For more information, see:
http://en.wikipedia.org/wiki/BSD_licenses#UC_Berkeley_advertising_clause
Thanks,
Tom Callaway, Fedora Legal
"ZS" == Ziyad Saeed myschizobuddy@gmail.com writes:
ZS> Thank you Tom for the replyI have another developer of Genuis ZS> 3D. Its a proprietary code so far, but they have plans of open ZS> sourcing it. However, the developer mentioned that it will be GPL ZS> with some additions. I guess that would make it GPL incompatible.
Please note that you cannot add restrictions to the GPL, you can only include additional permissions.
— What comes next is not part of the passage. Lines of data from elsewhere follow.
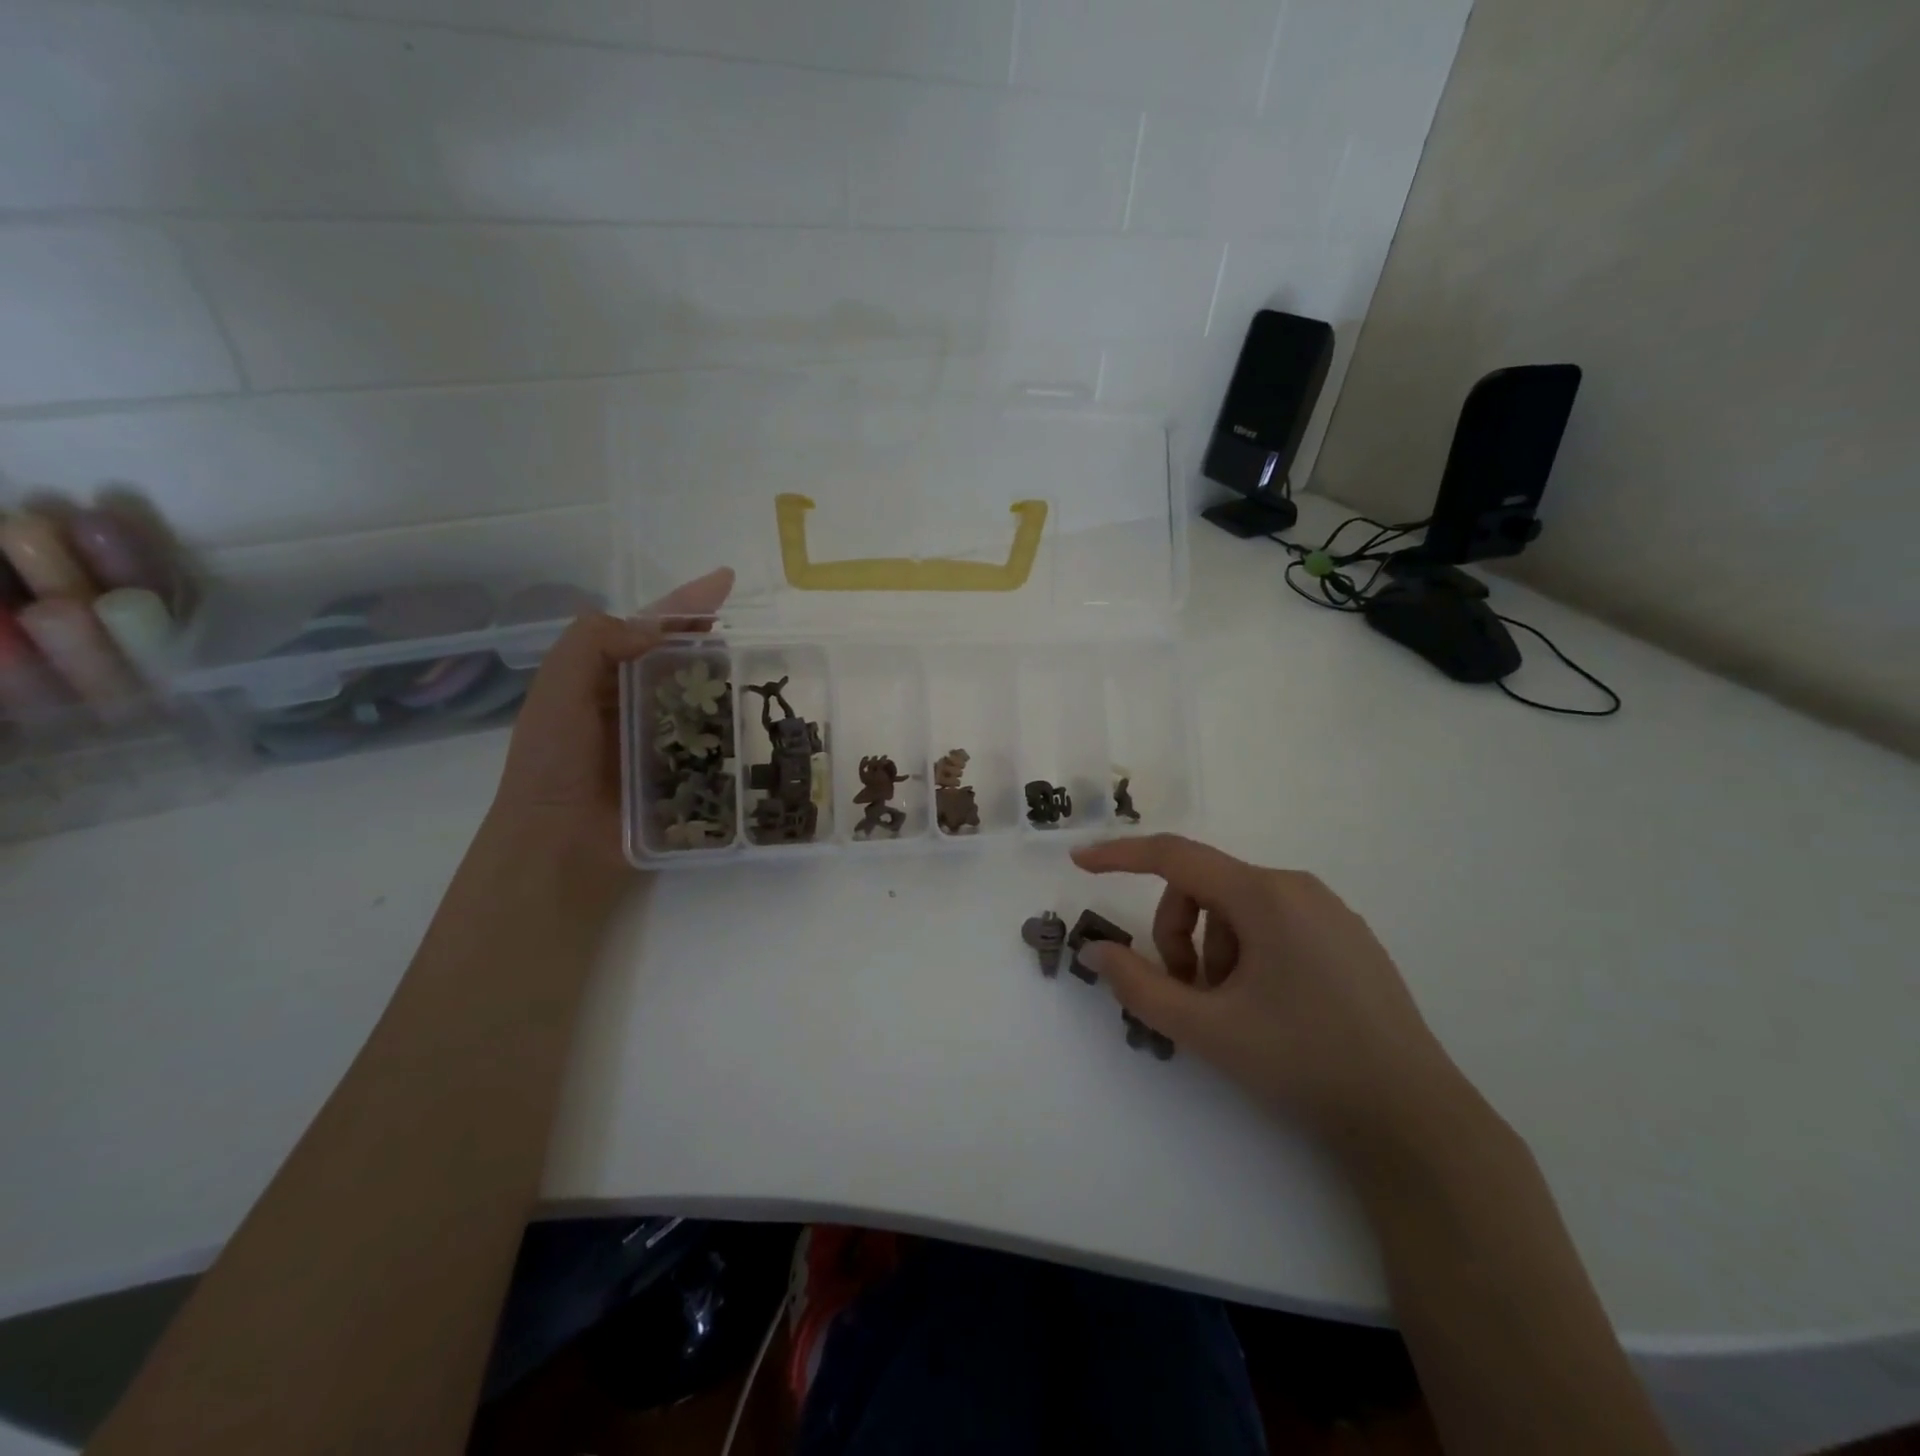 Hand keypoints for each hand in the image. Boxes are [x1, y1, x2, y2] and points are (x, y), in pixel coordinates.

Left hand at [487, 568, 733, 886]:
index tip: (726, 581)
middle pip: (683, 661)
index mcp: (601, 677)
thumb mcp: (557, 690)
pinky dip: (734, 732)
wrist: (557, 845)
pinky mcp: (680, 775)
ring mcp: (659, 740)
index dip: (686, 603)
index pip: (649, 628)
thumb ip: (593, 644)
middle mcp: (632, 703)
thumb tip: (654, 630)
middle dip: (714, 643)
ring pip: (702, 700)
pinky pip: (713, 744)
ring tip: (767, 674)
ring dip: (730, 685)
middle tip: (755, 636)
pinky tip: (760, 724)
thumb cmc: (552, 764)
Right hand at [1070, 834, 1469, 1151]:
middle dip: (1178, 934)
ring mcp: (1328, 911)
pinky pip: (1272, 924)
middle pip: (1204, 888)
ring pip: (1237, 910)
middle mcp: (1297, 888)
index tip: (1080, 865)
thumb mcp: (1207, 1029)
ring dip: (1212, 951)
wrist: (1413, 1119)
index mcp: (1265, 896)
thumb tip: (1097, 952)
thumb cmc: (1303, 1062)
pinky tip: (1264, 1007)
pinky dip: (1245, 954)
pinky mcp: (1346, 937)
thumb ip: (1140, 986)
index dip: (1120, 856)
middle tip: (1187, 994)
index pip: (1175, 856)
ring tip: (1230, 1011) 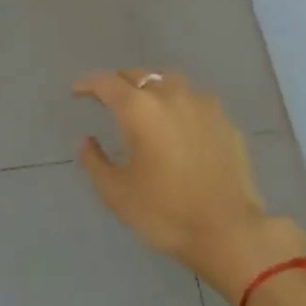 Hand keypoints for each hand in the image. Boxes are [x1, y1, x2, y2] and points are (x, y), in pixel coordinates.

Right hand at [73, 70, 305, 297]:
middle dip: (120, 83)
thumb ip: (95, 161)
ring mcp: (205, 106)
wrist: (229, 230)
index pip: (107, 83)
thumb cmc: (165, 212)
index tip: (77, 91)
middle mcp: (172, 96)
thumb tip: (87, 141)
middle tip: (107, 98)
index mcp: (140, 110)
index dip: (88, 84)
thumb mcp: (117, 192)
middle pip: (141, 75)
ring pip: (172, 82)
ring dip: (152, 87)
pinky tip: (179, 125)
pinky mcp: (226, 122)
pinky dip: (179, 105)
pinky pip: (196, 101)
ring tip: (144, 105) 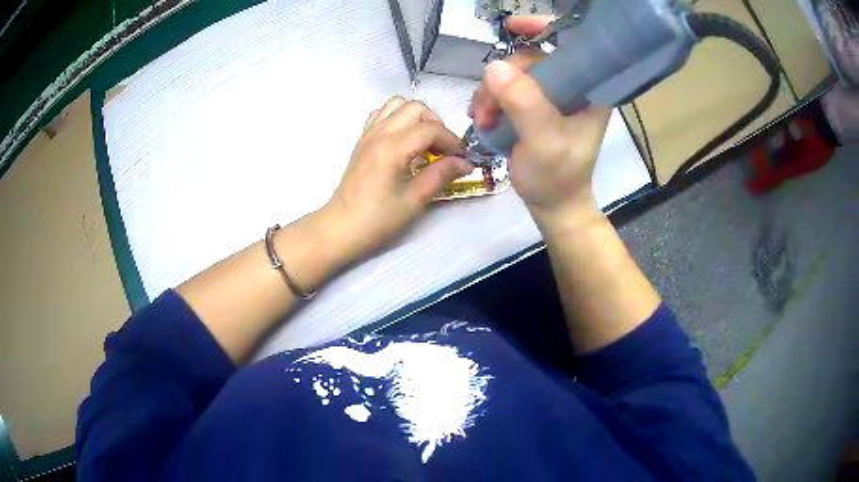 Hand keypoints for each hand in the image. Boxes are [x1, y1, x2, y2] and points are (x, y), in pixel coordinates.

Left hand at [323, 96, 472, 261]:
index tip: (462, 159)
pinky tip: (404, 140)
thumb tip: (465, 163)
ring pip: (397, 105)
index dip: (452, 141)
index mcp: (393, 147)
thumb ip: (441, 175)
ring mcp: (368, 134)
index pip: (431, 129)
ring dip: (417, 117)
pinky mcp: (362, 140)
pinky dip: (398, 119)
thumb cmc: (377, 219)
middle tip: (443, 150)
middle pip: (416, 108)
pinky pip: (381, 115)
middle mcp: (380, 133)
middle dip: (436, 124)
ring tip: (424, 141)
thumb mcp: (414, 200)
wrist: (341, 227)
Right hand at [469, 16, 610, 226]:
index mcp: (589, 90)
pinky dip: (490, 101)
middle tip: (484, 109)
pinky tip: (483, 119)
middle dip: (503, 78)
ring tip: (481, 121)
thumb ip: (525, 105)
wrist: (553, 206)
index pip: (571, 45)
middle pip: (533, 60)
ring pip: (515, 75)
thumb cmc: (557, 178)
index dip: (544, 29)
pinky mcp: (536, 107)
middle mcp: (573, 88)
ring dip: (491, 93)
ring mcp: (553, 97)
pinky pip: (507, 90)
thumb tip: (494, 67)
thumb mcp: (544, 143)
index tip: (513, 27)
Or, at least, you can try, but those who receive the work are entitled to simply ignore those restrictions.
From GPLv2 section 7:
" All other non-permissive additional terms are considered "further restrictions" within the meaning of section 10. If the Program as you received it, or any part of it, contains a notice stating that it is governed by this License along with a term that is a further restriction, you may remove that term. "
Adding permissions to the GPL does not render the resulting work GPL incompatible as far as I know. (OF course, I'm not a lawyer.)
- J<
On 10/14/2009 03:08 PM, Jason L Tibbitts III wrote:
Adding permissions to the GPL does not render the resulting work GPL incompatible as far as I know. (OF course, I'm not a lawyer.)
This is generally correct, but there are ways around that clause, so it is not safe to assume that.